The founder of China Renaissance Holdings was detained in February and the investment bank said in August he was co-operating with authorities as investigations continued.

It was unclear what the investigation was related to. Bao, who previously worked at Credit Suisse Group and Morgan Stanley, has been hailed as one of China's best-connected bankers, involved with major technology mergers including the tie-up of ride-hailing firms Didi and Kuaidi, food delivery giants Meituan and Dianping.

His whereabouts are unknown.

XIAO JIANHUA, FOUNDER OF TOMORROW HOLDINGS

Xiao has not been seen in public since 2017. In 2022, he was sentenced to 13 years in jail and his Tomorrow conglomerate was fined 55.03 billion yuan ($8.1 billion) by a Shanghai court.

The Chinese-Canadian billionaire, known to have links to China's Communist Party elite, was whisked away in a wheelchair from a luxury Hong Kong hotel in the early hours with his head covered, a source close to the tycoon told Reuters at the time.

The Shanghai court said at sentencing that Xiao and Tomorrow gave shares, real estate, cash and other assets to government officials totalling more than 680 million yuan for two decades from 2001 to 2021, to evade financial supervision and seek illegitimate benefits.


CHEN FENG, CHAIRMAN, AND TAN XIANGDONG, CEO, HNA GROUP

Chen and Tan of HNA Group were taken away by Chinese police due to suspected criminal offences in 2021 when HNA Group, once one of China's most acquisitive overseas buyers, was placed under bankruptcy administration.

In the 2010s, HNA Group, whose flagship business is Hainan Airlines, had used a $50 billion global acquisition spree, mainly fuelled by debt, to build an empire with stakes in businesses from Deutsche Bank to Hilton Worldwide.
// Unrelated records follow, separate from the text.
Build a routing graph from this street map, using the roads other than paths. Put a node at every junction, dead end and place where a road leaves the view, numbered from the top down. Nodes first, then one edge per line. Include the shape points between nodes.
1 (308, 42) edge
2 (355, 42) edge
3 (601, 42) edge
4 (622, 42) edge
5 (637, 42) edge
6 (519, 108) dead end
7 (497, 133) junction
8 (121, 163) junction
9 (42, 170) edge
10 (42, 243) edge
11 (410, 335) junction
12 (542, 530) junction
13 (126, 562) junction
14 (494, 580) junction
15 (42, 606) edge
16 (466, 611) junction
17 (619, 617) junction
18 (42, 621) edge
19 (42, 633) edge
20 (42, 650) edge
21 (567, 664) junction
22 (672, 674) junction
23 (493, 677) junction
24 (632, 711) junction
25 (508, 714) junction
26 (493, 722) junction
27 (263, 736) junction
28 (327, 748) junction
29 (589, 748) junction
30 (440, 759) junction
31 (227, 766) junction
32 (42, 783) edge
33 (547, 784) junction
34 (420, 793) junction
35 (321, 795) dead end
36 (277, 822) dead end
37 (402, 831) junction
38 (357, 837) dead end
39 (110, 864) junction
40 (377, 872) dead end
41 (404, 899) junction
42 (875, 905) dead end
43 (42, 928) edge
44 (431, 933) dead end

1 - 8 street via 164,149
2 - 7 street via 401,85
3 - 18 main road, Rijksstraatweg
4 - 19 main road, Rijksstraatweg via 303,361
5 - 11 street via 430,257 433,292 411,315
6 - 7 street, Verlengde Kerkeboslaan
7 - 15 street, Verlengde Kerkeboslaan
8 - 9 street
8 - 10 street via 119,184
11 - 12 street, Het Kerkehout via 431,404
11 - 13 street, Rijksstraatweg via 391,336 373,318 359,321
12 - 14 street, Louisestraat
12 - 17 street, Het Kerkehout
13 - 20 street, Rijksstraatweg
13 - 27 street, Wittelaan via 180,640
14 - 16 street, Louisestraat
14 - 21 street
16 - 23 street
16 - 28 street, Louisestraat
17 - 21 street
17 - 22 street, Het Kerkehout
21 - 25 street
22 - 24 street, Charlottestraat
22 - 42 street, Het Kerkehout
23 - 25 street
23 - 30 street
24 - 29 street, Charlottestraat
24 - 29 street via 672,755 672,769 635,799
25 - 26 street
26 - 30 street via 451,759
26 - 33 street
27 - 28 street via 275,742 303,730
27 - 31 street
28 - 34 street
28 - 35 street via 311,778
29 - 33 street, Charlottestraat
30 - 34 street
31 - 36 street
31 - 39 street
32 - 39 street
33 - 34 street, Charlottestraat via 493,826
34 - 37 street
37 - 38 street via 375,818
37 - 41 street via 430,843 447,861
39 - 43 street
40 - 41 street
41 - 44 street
WU XIAOHUI, CHAIRMAN OF ANBANG INSURANCE GROUP

Wu was prosecuted for economic crimes in early 2018 after China's insurance regulators found Anbang, an insurance-to-property conglomerate, had violated laws and regulations which "may seriously endanger the solvency of the company."

Prosecutors also seized control of the group.

Wu was arrested in June 2017 amid Beijing’s campaign to curtail big-spending conglomerates as it cracked down on financial risk. He was sentenced to 18 years in prison in May 2018 for fraud and embezzlement.

YE JIANMING, FOUNDER OF CEFC CHINA ENERGY

In 2017, Ye's CEFC agreed to buy a nearly $9.1 billion stake in Russian oil major Rosneft. A year later, he was investigated for suspected economic crimes and disappeared from public view in March 2018. A source familiar with the matter told Reuters at the time he had been taken in for questioning.

His conglomerate has now been dismantled under a mountain of debt in a remarkable fall from grace for the businessman who ranked second in Fortune magazine's "40 Under 40" list of the world’s most influential young people in 2016.